I developed this lesson so that it covers both reading and writing skills. I did this intentionally because I wanted my students to see how reading and writing are so strongly related. As a teacher, if you explicitly teach this connection your students reading and writing skills become stronger.
For today's lesson you will need your Smartboard lesson and a student packet for each of your students. I also have my students take out two different colors of highlighters. We highlight the main idea of each section in one color and the details in another color.
I wanted the students to understand the purpose behind what we were doing so I simply stated, "Today our objective is to see how an author structures a story so we can understand what the author is telling us and use that information to write a good story of our own. Today we are going to look at the author's introductory sentences and then look at the different parts of our story. For each part we are going to record the key idea and the details."
I wanted to make sure my students understood what to do. We started with the introductory sentences on the Smartboard lesson. We looked at how an author writes their introductory sentences so the audience will want to keep reading and so that the audience will understand the key idea the author wants to convey. Then we went to the first part of the story. Since we've already had several lessons on main idea and details I quickly connected this concept to how the author often structures a paragraph with a topic sentence about the main idea and then supporting details. I said, "Remember, the main idea of the section is what the section is mostly about. The details help support the main idea. " Since I know that it is easier for young students to find the details I modeled how to start with the 2nd sentence. We highlighted that with our highlighter and then recorded that for the first detail on our graphic organizer. When we came to the last sentence I said, "Remember the main idea can be the first sentence of the last sentence. Let's see if the first or the last sentence is our main idea. " I gave students some time to discuss with their table mates which sentence they thought was the detail sentence and which one was the main idea. After our discussion we recorded these on the graphic organizer on the student packet.
I purposely set this activity up so that students might struggle a bit in order to challenge them and meet the rigorous requirements of the CCSS standards. I wrote the 2nd part of the story making sure the details came first and the main idea was the last sentence in the paragraph. I didn't want students to see a formulaic structure and just aimlessly start recording things on their graphic organizer. I made sure the students understood what to do and then set them to work.
I had to scaffold this activity because I have some students who really struggle with reading and writing. I want to offer my support so they could access this grade level text. I brought my strugglers back to the reading table and we all read the 2nd section together. We read this section twice to build fluency. We then went to the 2nd sentence and started talking about whether that was a detail or not. I continued offering support to these students but they still had to do the work.

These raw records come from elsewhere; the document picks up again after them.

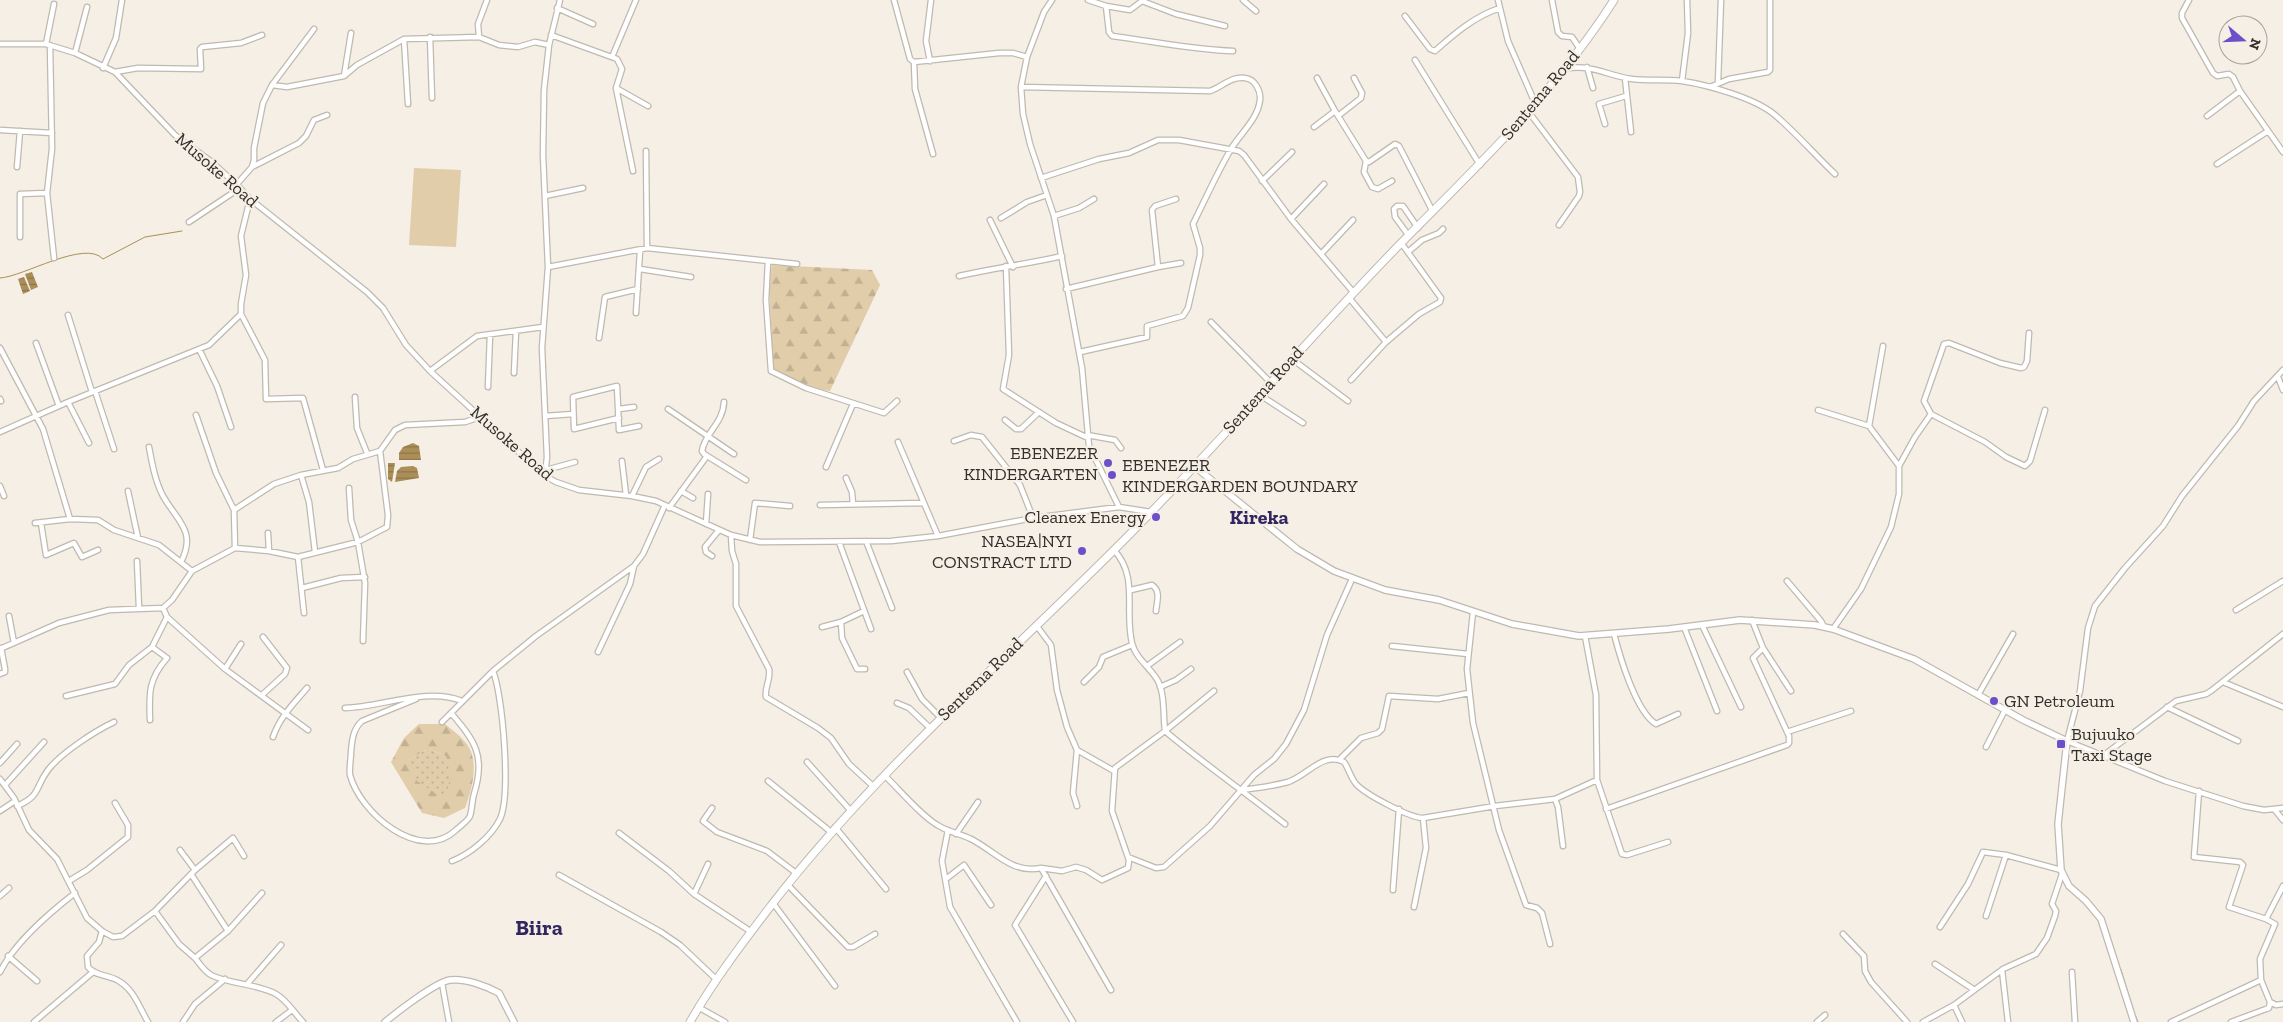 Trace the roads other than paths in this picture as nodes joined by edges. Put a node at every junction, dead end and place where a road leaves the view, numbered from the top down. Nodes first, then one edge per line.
1 (122, 0) edge
2 (487, 0) edge
3 (560, 0) edge
4 (636, 0) edge
5 (894, 0) edge
6 (931, 0) edge
7 (1052, 0) edge
8 (1088, 0) edge
9 (1243, 0) edge
10 (1498, 0) edge
11 (1552, 0) edge
12 (1614, 0) edge
13 (1687, 0) edge
14 (1721, 0) edge
15 (1770, 0) edge
16 (2189, 0) edge
17 (54, 4) dead end
18 (1106, 6) junction
19 (86, 7) dead end
20 (557, 8) junction
21 (1500, 8) junction
22 (1256, 11) dead end
23 (1405, 16) dead end
24 (594, 24) dead end
25 (1225, 26) dead end
26 (314, 29) dead end
27 (351, 33) dead end
28 (262, 35) dead end
29 (551, 35) junction
30 (430, 37) junction
31 (479, 37) junction
32 (404, 39) junction
33 (0, 44) edge
34 (48, 45) junction
35 (549, 45) junction
36 (1580, 49) junction
37 (1233, 51) dead end
38 (75, 53) junction
39 (612, 57) junction
40 (1027, 57) junction
41 (1415, 60) dead end
42 (914, 62) junction
43 (930, 62) junction
44 (1587, 67) junction
45 (103, 68) junction
46 (1564, 69) junction
47 (115, 72) junction
48 (344, 76) junction
49 (1317, 78) dead end
50 (1354, 78) dead end
51 (1625, 78) junction
52 (1682, 81) junction
53 (1718, 82) junction
54 (272, 85) junction
55 (1021, 87) junction
56 (1710, 87) junction
57 (616, 88) junction
58 (1593, 88) dead end
59 (2240, 90) junction
60 (1626, 96) junction
61 (432, 98) dead end
62 (1536, 103) junction
63 (408, 104) dead end
64 (648, 106) dead end
65 (1528, 112) junction
66 (1336, 114) junction
67 (327, 115) dead end
68 (2208, 116) dead end
69 (1604, 124) dead end
70 (1314, 127) dead end
71 (0, 130) edge
72 (20, 131) junction
73 (2268, 131) junction
74 (1631, 132) dead end
75 (52, 133) junction
76 (1231, 149) junction
77 (646, 151) dead end
78 (1292, 152) dead end
79 (2283, 152) edge
80 (933, 154) dead end
81 (1366, 161) junction
82 (2218, 164) dead end
83 (1480, 165) junction
84 (17, 167) dead end
85 (252, 168) junction
86 (633, 171) dead end
87 (1835, 174) dead end
88 (1041, 178) junction
89 (1262, 181) junction
90 (1392, 181) dead end
91 (1324, 184) dead end
92 (239, 186) junction
93 (583, 188) dead end
94 (47, 193) junction
95 (1047, 195) junction
96 (545, 196) junction
97 (1176, 198) dead end
98 (250, 199) junction
99 (1094, 199) dead end
100 (1433, 212) junction
101 (1054, 216) junction
102 (1000, 218) dead end
103 (1291, 219) junction
104 (990, 220) dead end
105 (1353, 220) dead end
106 (189, 222) dead end
107 (1559, 225) dead end
108 (1418, 228) junction
109 (1443, 229) dead end
110 (1409, 236) junction
111 (20, 237) dead end
112 (1402, 244) junction
113 (647, 248) junction
114 (640, 251) junction
115 (1408, 252) junction
116 (1321, 254) junction
117 (1062, 256) junction
118 (54, 258) dead end
119 (768, 262) junction
120 (1181, 263) dead end
121 (797, 264) dead end
122 (548, 266) junction
123 (1006, 266) junction
124 (1013, 267) junction
125 (1158, 267) junction
126 (640, 269) junction
127 (959, 276) dead end
128 (691, 277) dead end
129 (638, 289) junction
130 (1066, 289) junction
131 (1352, 296) junction
132 (636, 313) dead end
133 (241, 314) junction
134 (68, 315) dead end
135 (1211, 322) dead end
136 (543, 327) junction
137 (516, 331) junction
138 (2028, 333) dead end
139 (490, 334) junction
140 (599, 338) dead end
141 (1386, 342) junction
142 (36, 343) dead end
143 (1883, 346) dead end
144 (0, 348) edge
145 (199, 349) junction
146 (1080, 352) junction
147 (2, 356) edge
148 (1292, 359) junction
149 (2283, 370) edge
150 (430, 371) junction
151 (514, 373) dead end
152 (2278, 377) junction
153 (1351, 380) dead end
154 (1271, 383) junction
155 (488, 387) dead end
156 (2283, 390) edge
157 (94, 392) junction
158 (1260, 395) junction
159 (355, 397) dead end
160 (897, 401) dead end
161 (1348, 401) dead end
162 (68, 402) junction
163 (724, 402) dead end
164 (853, 404) junction
165 (59, 406) junction
166 (634, 407) dead end
167 (619, 409) junction
168 (668, 409) dead end
169 (1818, 410) dead end
170 (2045, 410) dead end
171 (1039, 412) junction
172 (573, 414) junction
173 (1931, 414) junction
174 (196, 415) dead end
175 (37, 416) junction
176 (545, 416) junction
177 (480, 417) junction
178 (619, 418) junction
179 (1005, 420) dead end
180 (1303, 423) dead end
181 (639, 426) dead end
182 (1869, 426) junction
183 (231, 427) dead end
184 (0, 432) edge
185 (709, 436) junction
186 (1087, 437) junction
187 (954, 441) dead end
188 (898, 442) dead end
189 (89, 444) dead end
190 (149, 447) dead end
191 (1121, 448) dead end
192 (114, 449) dead end
193 (380, 450) junction
194 (367, 453) junction
195 (734, 454) dead end
196 (707, 456) junction
197 (659, 459) dead end
198 (622, 461) dead end
199 (575, 462) dead end
200 (1194, 466) junction
201 (1899, 466) junction
202 (826, 467) dead end
203 (323, 470) junction
204 (545, 473) junction
205 (301, 475) junction
206 (846, 478) dead end
207 (746, 480) dead end
208 (0, 486) edge
209 (349, 488) dead end
210 (128, 491) dead end
211 (681, 491) junction
212 (708, 494) dead end
213 (626, 495) junction
214 (4, 496) dead end
215 (632, 496) junction
216 (693, 498) dead end
217 (923, 503) junction
218 (853, 504) junction
219 (820, 505) dead end
220 (790, 506) dead end
221 (667, 507) junction
222 (1119, 507) junction
223 (234, 510) junction
224 (1151, 512) junction
225 (1033, 518) junction
226 (70, 519) junction
227 (35, 523) dead end
228 (41, 523) junction
229 (706, 524) junction
230 (718, 530) junction
231 (268, 533) dead end
232 (731, 535) junction
233 (938, 536) junction
234 (138, 538) junction
235 (750, 540) junction
236 (866, 541) junction
237 (358, 542) junction
238 (839, 542) junction
239 (235, 548) junction
240 (98, 550) dead end
241 (1114, 550) junction
242 (269, 551) junction
243 (316, 552) junction
244 (712, 556) dead end
245 (298, 557) junction
246 (137, 561) dead end
247 (181, 562) junction
248 (634, 566) junction
249 (192, 571) junction
250 (365, 578) junction
251 (1352, 579) junction
252 (1787, 581) dead end
253 (2283, 581) edge
254 (302, 588) junction
255 (1131, 590) junction
256 (139, 608) junction
257 (163, 608) junction
258 (892, 608) dead end
259 (2236, 610) dead end
260 (864, 611) junction
261 (1156, 611) dead end
262 (1473, 612) junction
263 (304, 613) dead end
264 (9, 616) dead end
265 (167, 617) junction
266 (1752, 620) junction
267 (841, 622) junction
268 (1036, 625) junction
269 (1702, 625) junction
270 (822, 627) dead end
271 (1684, 627) junction
272 (1824, 627) junction
273 (871, 629) dead end
274 (1833, 629) junction
275 (1614, 634) junction
276 (2013, 634) dead end
277 (2283, 634) edge
278 (1585, 636) junction
279 (263, 637) dead end
280 (364, 641) dead end
281 (1180, 642) dead end
282 (14, 643) junction
283 (241, 644) dead end
284 (1132, 645) junction
285 (1392, 646) dead end
286 (152, 647) junction
287 (1, 648) edge
288 (1763, 648) junction
289 (598, 652) dead end
290 (1468, 654) junction
291 (1147, 666) junction
292 (226, 669) junction
293 (865, 669) dead end
294 (1191, 669) dead end
295 (493, 671) junction
296 (907, 672) dead end
297 (0, 674) edge
298 (1084, 682) dead end
299 (2223, 682) junction
300 (1160, 687) junction
301 (307, 688) dead end
302 (1214, 691) dead end
303 (1790, 691) dead end
304 (1469, 692) junction
305 (1978, 695) junction
306 (66, 696) dead end
307 (262, 696) junction
308 (416, 699) junction
309 (462, 701) junction
310 (897, 703) dead end
311 (1741, 707) dead end
312 (2167, 707) junction
313 (2283, 707) edge
314 (345, 708) dead end
315 (2005, 710) junction
316 (1717, 711) dead end
317 (1851, 711) dead end
318 (284, 713) junction
319 (451, 713) junction
320 (1678, 714) dead end
321 (940, 717) junction
322 (150, 720) dead end
323 (114, 722) dead end
324 (442, 722) dead end
325 (930, 728) junction
326 (308, 730) dead end
327 (1165, 731) junction
328 (1787, 732) junction
329 (273, 737) dead end
330 (2066, 741) junction
331 (2238, 741) dead end
332 (44, 742) dead end
333 (17, 744) dead end
334 (1986, 747) dead end
335 (1077, 750) junction
336 (2104, 755) junction
337 (1340, 759) junction
338 (807, 762) dead end
339 (0, 763) edge
340 (1114, 771) junction
341 (885, 776) junction
342 (0, 779) edge
343 (768, 780) dead end
344 (1597, 780) junction
345 (6, 784) junction
346 (874, 787) junction
347 (1242, 790) junction
348 (2199, 790) junction
349 (1555, 800) junction
350 (978, 802) dead end
351 (16, 803) junction
352 (115, 803) dead end
353 (1078, 806) dead end
354 (1495, 806) junction
355 (712, 808) dead end
356 (1606, 808) junction
357 (2283, 808) edge
358 (1399, 809) junction
359 (2275, 810) junction
360 (0, 811) edge
361 (851, 811) junction
362 (1423, 818) junction
363 (2283, 820) edge
364 (1285, 824) dead end
365 (833, 830) junction
366 (948, 830) junction
367 (619, 833) dead end
368 (956, 834) junction
369 (1668, 842) dead end
370 (1563, 846) dead end
371 (180, 850) dead end
372 (2006, 855) junction
373 (244, 856) dead end
374 (1128, 857) junction
375 (452, 861) dead end
376 (708, 864) dead end
377 (1041, 868) junction
378 (193, 872) junction
379 (2061, 872) junction
380 (796, 873) junction
381 (559, 874) dead end
382 (1046, 876) junction
383 (946, 879) junction
384 (69, 881) junction
385 (787, 884) junction
386 (2283, 886) edge
387 (9, 888) dead end
388 (886, 889) dead end
389 (1393, 890) dead end
390 (75, 893) junction
391 (262, 893) dead end
392 (694, 894) junction
393 (0, 896) edge
394 (773, 903) junction
395 (991, 905) dead end
396 (1414, 908) dead end
397 (156, 911) junction
398 (1986, 916) dead end
399 (2266, 919) junction
400 (1940, 926) dead end
401 (102, 931) junction
402 (228, 931) junction
403 (750, 931) junction
404 (875, 934) dead end
405 (1843, 934) dead end
406 (1550, 944) dead end
407 (282, 945) dead end
408 (8, 956) junction
409 (195, 958) junction
410 (1935, 964) dead end
411 (2002, 970) junction
412 (0, 972) edge
413 (93, 972) junction
414 (2072, 972) dead end
415 (225, 979) junction
416 (717, 980) junction
417 (2261, 980) junction
418 (37, 981) dead end
419 (248, 983) junction
420 (442, 983) junction
421 (835, 986) dead end
422 (1111, 990) dead end
423 (1973, 990) junction
424 (2270, 1002) junction
425 (2283, 1004) edge
426 (1954, 1005) junction
427 (698, 1007) junction
428 (292, 1010) junction
429 (1825, 1015) dead end
430 (34, 1022) edge
431 (148, 1022) edge
432 (183, 1022) edge
433 (276, 1022) edge
434 (303, 1022) edge
435 (385, 1022) edge
436 (449, 1022) edge
437 (514, 1022) edge
438 (690, 1022) edge
439 (725, 1022) edge
440 (1017, 1022) edge
441 (1073, 1022) edge
442 (1817, 1022) edge
443 (1907, 1022) edge
444 (1924, 1022) edge
445 (1962, 1022) edge
446 (2008, 1022) edge
447 (2075, 1022) edge
448 (2134, 1022) edge
449 (2171, 1022) edge
450 (2231, 1022) edge

1 - 45 street
2 - 31 street
3 - 20 street
4 - 39 street
5 - 42 street
6 - 43 street
7 - 40 street
8 - 18 street
9 - 22 street
10 - 21 street
11 - 36 street
12 - 36 main road, Sentema Road
13 - 52 street
14 - 53 street
15 - 53 street
16 - 59 street
17 - 34 street
18 - 25 street
18 - 37 street
19 - 38 street
20 - 24 street
20 - 29 street
21 - 23 street
21 - 62 street
26 - 54 street
27 - 48 street
28 - 47 street
29 - 35 street
29 - 39 street
30 - 31 street
30 - 32 street
30 - 61 street
31 - 35 street
32 - 48 street
32 - 63 street
33 - 34 street, Musoke Road
34 - 38 street, Musoke Road
34 - 75 street
35 - 96 street
36 - 46 main road, Sentema Road
38 - 45 street, Musoke Road
39 - 57 street
40 - 43 street
40 - 55 street
41 - 83 street
42 - 43 street
42 - 80 street
44 - 46 street
44 - 51 street
44 - 58 street
45 - 47 street, Musoke Road
46 - 62 main road, Sentema Road
47 - 92 street, Musoke Road
48 - 54 street
49 - 66 street
50 - 66 street
51 - 52 street
51 - 60 street
52 - 56 street
53 - 56 street
54 - 85 street
55 - 76 street
55 - 88 street
56 - 87 street
57 - 64 street
57 - 86 street
59 - 68 street
59 - 73 street
60 - 69 street
60 - 74 street
62 - 65 main road, Sentema Road
65 - 83 main road, Sentema Road
65 - 107 street
66 - 70 street
66 - 81 street
67 - 85 street
71 - 72 street
72 - 75 street
72 - 84 street
73 - 79 street
73 - 82 street
75 - 94 street
76 - 88 street
76 - 89 street
76 - 146 street
77 - 113 street
78 - 89 street
81 - 90 street
81 - 100 street
83 - 100 main road, Sentema Road
85 - 92 street
88 - 95 street
89 - 103 street
91 - 103 street
92 - 98 street, Musoke Road
92 - 106 street
93 - 96 street
94 - 111 street
94 - 118 street
95 - 101 street
95 - 102 street
96 - 122 street
97 - 125 street
98 - 133 street
98 - 150 street, Musoke Road
99 - 101 street
100 - 108 main road, Sentema Road
101 - 117 street
103 - 116 street
104 - 124 street
105 - 116 street
108 - 110 main road, Sentema Road
108 - 110 street
109 - 115 street
110 - 112 main road, Sentema Road
112 - 115 street
112 - 131 main road, Sentema Road
113 - 114 street
113 - 119 street
114 - 122 street
114 - 126 street
115 - 141 street
116 - 131 street
117 - 124 street
117 - 130 street
119 - 121 street
119 - 164 street
120 - 125 street
122 - 136 street
123 - 124 street
123 - 127 street
123 - 171 street
125 - 130 street
126 - 128 street
126 - 129 street
129 - 132 street
129 - 140 street
130 - 146 street
131 - 141 street
131 - 148 main road, Sentema Road
133 - 145 street
133 - 203 street
134 - 157 street
135 - 154 street
136 - 137 street
136 - 176 street
137 - 139 street
137 - 151 street
138 - 173 street
139 - 150 street
139 - 155 street
141 - 153 street
142 - 165 street
143 - 182 street
144 - 147 street
145 - 157 street
145 - 183 street
146 - 186 street
147 - 175 street
148 - 154 main road, Sentema Road
148 - 161 street
149 - 152 street
150 - 177 street, Musoke Road
152 - 156 street
152 - 330 street
154 - 158 main road, Sentema Road
157 - 162 street
157 - 192 street
158 - 180 street
158 - 200 main road, Sentema Road
159 - 194 street
160 - 164 street
162 - 165 street
162 - 189 street
163 - 185 street
164 - 202 street
165 - 175 street
166 - 167 street
167 - 172 street
167 - 178 street
168 - 185 street
169 - 182 street
170 - 173 street
171 - 179 street
171 - 186 street
172 - 176 street
172 - 178 street
173 - 201 street
174 - 223 street
175 - 184 street
175 - 226 street
176 - 204 street
177 - 193 street
177 - 204 street, Musoke Road
178 - 181 street
182 - 201 street
185 - 195 street
185 - 196 street
186 - 191 street
186 - 222 street
187 - 225 street
188 - 217 street
190 - 247 street
193 - 194 street
193 - 237 street
194 - 203 street
196 - 207 street
196 - 211 street
197 - 215 street
198 - 213 street
199 - 204 street
200 - 224 main road, Sentema Road
200 - 251 street
201 - 274 street
203 - 205 street
204 - 213 street, Musoke Road
205 - 223 street
205 - 243 street
206 - 218 street
208 - 214 street
209 - 237 street
210 - 234 street
211 - 216 street
211 - 221 street
212 - 229 street
213 - 215 street, Musoke Road
215 - 221 street, Musoke Road
217 - 218 street
217 - 233 street
218 - 219 street
220 - 235 street
221 - 229 street, Musoke Road
221 - 248 street
222 - 224 street, Musoke Road
222 - 225 street, Musoke Road
223 - 239 street
224 - 241 main road, Sentema Road
225 - 233 street, Musoke Road
226 - 228 street
226 - 234 street
227 - 228 street
228 - 240 street
229 - 230 street, Musoke Road
230 - 232 street, Musoke Road
230 - 244 street
231 - 242 street
232 - 235 street, Musoke Road
232 - 346 street
233 - 236 street, Musoke Road
234 - 247 street
235 - 238 street, Musoke Road
236 - 238 street, Musoke Road
236 - 258 street
237 - 243 street
237 - 250 street
238 - 260 street
239 - 242 street
239 - 249 street
241 - 255 street
241 - 268 main road, Sentema Road
242 - 245 street
243 - 245 street
245 - 254 street
246 - 256 street
247 - 249 street
248 - 289 street
248 - 295 street
249 - 257 street
250 - 254 street
250 - 280 street
251 - 262 street
251 - 347 street
252 - 272 street
253 - 259 street
254 - 263 street
255 - 261 street
255 - 284 street
256 - 257 street
256 - 282 street
257 - 265 street
260 - 267 street
260 - 273 street
262 - 278 street
262 - 290 street
264 - 282 street
265 - 286 street
265 - 292 street
266 - 269 street
266 - 272 street
266 - 288 street
267 - 270 street
267 - 293 street
268 - 321 main road, Sentema Road
268 - 335 street
269 - 271 street
269 - 311 street
271 - 275 street
271 - 316 street
272 - 274 street
274 - 305 street
275 - 278 street
275 - 320 street
276 - 305 street
277 - 299 street
278 - 344 street
279 - 307 street
281 - 291 street
282 - 287 street
283 - 292 street
284 - 291 street
284 - 298 street
285 - 290 street
286 - 306 street
286 - 322 street
287 - 297 street
288 - 303 street
288 - 328 street
290 - 304 street
291 - 300 street
292 - 307 street
294 - 300 street
295 - 309 street
295 - 375 street
296 - 321 street
299 - 312 street
299 - 313 street
300 - 327 street
301 - 318 street
302 - 327 street
304 - 337 street
304 - 354 street
305 - 315 street
307 - 318 street
308 - 309 street
308 - 314 street
308 - 319 street
309 - 319 street
310 - 325 street
312 - 331 street
312 - 336 street
315 - 330 street
315 - 334 street
317 - 328 street
318 - 326 street
318 - 329 street
319 - 324 street
321 - 325 main road, Sentema Road
323 - 351 street
325 - 341 main road, Sentema Road
327 - 340 street
327 - 347 street
328 - 356 street
330 - 336 street
330 - 379 street
332 - 345 street
333 - 339 street
335 - 340 street
335 - 353 street
336 - 348 street
337 - 347 street
337 - 358 street
338 - 361 street
340 - 374 street
341 - 346 main road, Sentema Road
341 - 366 street
342 - 345 street
343 - 365 street
344 - 349 street
344 - 356 street
345 - 351 street
346 - 361 main road, Sentema Road
347 - 364 street
347 - 374 street
348 - 359 street
348 - 399 street
349 - 354 street
349 - 370 street
350 - 368 street
351 - 360 street
351 - 384 street
352 - 384 street
354 - 362 street
354 - 406 street
355 - 380 street
356 - 369 street
357 - 359 street
358 - 362 street
358 - 389 street
359 - 363 street
361 - 365 main road, Sentema Road
362 - 396 street
365 - 380 main road, Sentema Road
365 - 388 street
366 - 368 street
366 - 383 street
367 - 392 street
368 - 377 street
371 - 378 street
372 - 379 street
372 - 398 street
372 - 400 street
373 - 378 street
374 - 377 street
376 - 392 street
377 - 382 street
378 - 397 street
378 - 402 street
379 - 411 street
379 - 448 street
380 - 385 main road, Sentema Road
381 - 416 street
382 - 422 street
382 - 441 street
383 - 395 street
383 - 440 street
384 - 390 street
385 - 394 main road, Sentema Road
385 - 404 street
386 - 399 street
387 - 393 street
390 - 401 street
390 - 408 street
391 - 402 street
392 - 403 street
394 - 403 main road, Sentema Road
394 - 421 street
397 - 401 street
397 - 409 street
399 - 417 street
401 - 413 street
402 - 409 street
403 - 416 main road, Sentema Road
405 - 443 street
407 - 419 street
408 - 412 street
408 - 418 street
409 - 415 street
410 - 423 street
411 - 423 street
411 - 446 street
413 - 430 street
413 - 431 street
414 - 447 street
415 - 419 street
415 - 432 street
416 - 427 main road, Sentema Road
417 - 424 street
417 - 449 street
419 - 428 street
420 - 435 street
420 - 436 street
420 - 437 street
423 - 426 street
424 - 425 street
424 - 450 street
426 - 444 street
426 - 445 street
427 - 438 main road, Sentema Road
427 - 439 street
428 - 433 street
428 - 434 street
429 - 442 street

While my strugglers were writing, I moved around to other parts of the room. If students wrote a detail as a main idea, instead of telling them they were wrong, I would ask them questions such as, "What is this part of the story about? How do you know? What details support the main idea?" I wanted my students to realize their mistake and correct it and not see me as the "be all, end all of knowledge". I am really working on being more of a facilitator of learning instead of the main act I guess you could say.
Since this lesson was going to take several days, I wanted to quickly sum up the lesson and get them excited for tomorrow's lesson. I said, "Today we looked at the structure of an informational text and saw how this structure helped us understand the key ideas and details in a text. We are going to take take what we learned today and start structuring our own piece of writing tomorrow."